Francis may not be a fan of Greek tragedies, but that doesn’t stop him from wanting his name engraved long after he is gone. His weapon of choice then is a Samaki cookie made from fish, cassava, coconut and milk.

“I came up with this idea because pregnant women and children under five years old die in hospital out of malnutrition.” He says he also wanted to be one of the problem solvers who create jobs for others. “The government cannot employ all of us.”

“I wanted to create a market for our local products. Cassava is ranked as a food that poor people eat. We wanted to change that sentiment by adding value to cassava. Now farmers can plant it proudly,” he says.

"I wanted to create a market for our local products. Cassava is ranked as a food that poor people eat."

To Francis, everything is valuable. Whether it is for the farmers, his clients, or even his workers. “We have many resources around us, but we are not utilising what we have around us.”

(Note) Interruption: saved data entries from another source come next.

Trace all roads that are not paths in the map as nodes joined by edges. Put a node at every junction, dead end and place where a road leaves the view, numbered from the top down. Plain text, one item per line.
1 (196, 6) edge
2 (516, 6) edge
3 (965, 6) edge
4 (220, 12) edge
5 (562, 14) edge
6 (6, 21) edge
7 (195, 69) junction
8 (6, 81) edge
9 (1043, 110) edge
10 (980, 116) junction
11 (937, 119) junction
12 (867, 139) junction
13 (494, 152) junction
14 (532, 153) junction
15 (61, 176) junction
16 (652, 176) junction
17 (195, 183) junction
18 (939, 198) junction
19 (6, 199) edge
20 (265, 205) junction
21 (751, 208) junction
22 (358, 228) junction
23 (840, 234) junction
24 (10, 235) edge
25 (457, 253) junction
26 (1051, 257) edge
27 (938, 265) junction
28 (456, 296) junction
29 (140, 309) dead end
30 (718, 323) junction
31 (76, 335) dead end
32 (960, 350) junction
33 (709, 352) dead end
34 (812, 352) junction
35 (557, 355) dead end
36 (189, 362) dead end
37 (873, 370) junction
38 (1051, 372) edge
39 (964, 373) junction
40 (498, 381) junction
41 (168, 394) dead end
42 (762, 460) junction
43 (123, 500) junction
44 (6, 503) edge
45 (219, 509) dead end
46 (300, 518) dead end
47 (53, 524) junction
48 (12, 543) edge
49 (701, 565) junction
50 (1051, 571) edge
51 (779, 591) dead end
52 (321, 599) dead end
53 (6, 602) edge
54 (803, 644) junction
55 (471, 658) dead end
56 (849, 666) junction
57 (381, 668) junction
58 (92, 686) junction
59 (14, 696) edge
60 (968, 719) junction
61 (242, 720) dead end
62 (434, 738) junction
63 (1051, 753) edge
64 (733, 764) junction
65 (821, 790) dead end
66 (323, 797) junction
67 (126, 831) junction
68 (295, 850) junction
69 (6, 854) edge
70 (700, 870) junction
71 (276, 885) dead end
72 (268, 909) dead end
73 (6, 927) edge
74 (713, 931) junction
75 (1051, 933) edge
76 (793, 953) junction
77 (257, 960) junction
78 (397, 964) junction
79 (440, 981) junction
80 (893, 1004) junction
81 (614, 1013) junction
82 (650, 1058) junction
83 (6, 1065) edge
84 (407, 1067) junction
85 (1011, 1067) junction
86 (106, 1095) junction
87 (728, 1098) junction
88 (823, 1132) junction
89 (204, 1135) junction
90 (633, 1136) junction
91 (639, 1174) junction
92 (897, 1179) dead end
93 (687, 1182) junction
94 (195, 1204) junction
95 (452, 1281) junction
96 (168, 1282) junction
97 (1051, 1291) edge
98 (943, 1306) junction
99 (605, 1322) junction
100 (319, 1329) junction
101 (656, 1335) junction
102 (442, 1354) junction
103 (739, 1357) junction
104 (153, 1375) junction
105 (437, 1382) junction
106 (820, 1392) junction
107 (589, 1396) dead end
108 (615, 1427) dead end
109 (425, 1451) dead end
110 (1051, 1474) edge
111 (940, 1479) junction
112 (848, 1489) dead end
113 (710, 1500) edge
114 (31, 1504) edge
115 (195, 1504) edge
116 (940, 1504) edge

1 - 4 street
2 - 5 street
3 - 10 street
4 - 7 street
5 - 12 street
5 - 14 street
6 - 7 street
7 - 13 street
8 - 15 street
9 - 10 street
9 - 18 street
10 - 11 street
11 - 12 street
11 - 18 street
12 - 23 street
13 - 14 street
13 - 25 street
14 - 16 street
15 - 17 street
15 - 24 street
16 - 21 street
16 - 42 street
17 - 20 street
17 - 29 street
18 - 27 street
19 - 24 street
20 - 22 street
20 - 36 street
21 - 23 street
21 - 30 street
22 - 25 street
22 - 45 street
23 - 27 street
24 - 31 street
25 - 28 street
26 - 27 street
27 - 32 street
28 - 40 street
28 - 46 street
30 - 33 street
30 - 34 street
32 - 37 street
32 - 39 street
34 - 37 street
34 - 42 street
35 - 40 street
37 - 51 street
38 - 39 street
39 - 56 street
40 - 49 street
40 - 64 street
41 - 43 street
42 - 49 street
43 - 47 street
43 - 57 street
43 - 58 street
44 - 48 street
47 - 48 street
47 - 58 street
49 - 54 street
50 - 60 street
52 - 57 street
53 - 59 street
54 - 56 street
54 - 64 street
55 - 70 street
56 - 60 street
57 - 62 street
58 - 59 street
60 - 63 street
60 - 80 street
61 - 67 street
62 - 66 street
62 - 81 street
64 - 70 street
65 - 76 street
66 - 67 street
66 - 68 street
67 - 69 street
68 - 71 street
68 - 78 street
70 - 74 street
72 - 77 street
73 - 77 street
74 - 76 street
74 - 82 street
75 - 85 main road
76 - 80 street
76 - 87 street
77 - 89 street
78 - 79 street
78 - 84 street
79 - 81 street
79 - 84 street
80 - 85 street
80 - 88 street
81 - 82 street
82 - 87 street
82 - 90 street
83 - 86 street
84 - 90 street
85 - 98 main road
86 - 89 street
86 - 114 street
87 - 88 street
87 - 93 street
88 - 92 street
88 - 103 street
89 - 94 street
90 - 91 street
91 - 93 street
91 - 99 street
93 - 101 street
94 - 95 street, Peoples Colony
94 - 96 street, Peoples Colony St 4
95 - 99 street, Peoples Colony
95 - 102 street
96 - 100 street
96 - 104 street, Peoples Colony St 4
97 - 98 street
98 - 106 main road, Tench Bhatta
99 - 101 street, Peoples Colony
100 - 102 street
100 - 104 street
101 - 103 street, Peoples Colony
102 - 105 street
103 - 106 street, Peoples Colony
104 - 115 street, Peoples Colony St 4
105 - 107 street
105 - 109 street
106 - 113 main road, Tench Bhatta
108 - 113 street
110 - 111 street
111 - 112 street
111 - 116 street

This is his fourth year in the business, which he started at university. Oh, he is graduating this year and has already received a scholarship to the Netherlands to pursue a Master in Food Science.

“We did our product analysis in Portugal, and our product is extremely unique. A child can take two cookies and spend the day without eating anything. Ditto a pregnant woman, but she has to take three.”

He is quick to point out that Samaki cookie is not a flavour. You ground the fish into a powder and mix the ingredients.

Innovation, he says, is like faith.

“People never believe in it immediately until they see that you have gotten sponsorships or recognised by the Business Daily Top 40 under 40 men, haha!”

“We operate with a small machine that produces 20 snacks in three hours. It’s a bit hectic, but we can make 50 daily.”

Seaberry Snacks sells a tin for Sh200, “But we are in a capacity of selling it at Sh1,000 because the demand is there, but the supply is low.”

The dream is to have a factory geared to produce snacks and conduct research. “We want to do research on fish-as-food-medicine rather than injections to treat common problems through medicinal compositions.”

As Shakespeare observed in Julius Caesar, it’s far easier to be remembered for doing evil than doing good. Well, unless you are Francis. With his Samaki cookie, he is not just putting food in people’s mouths but also his name.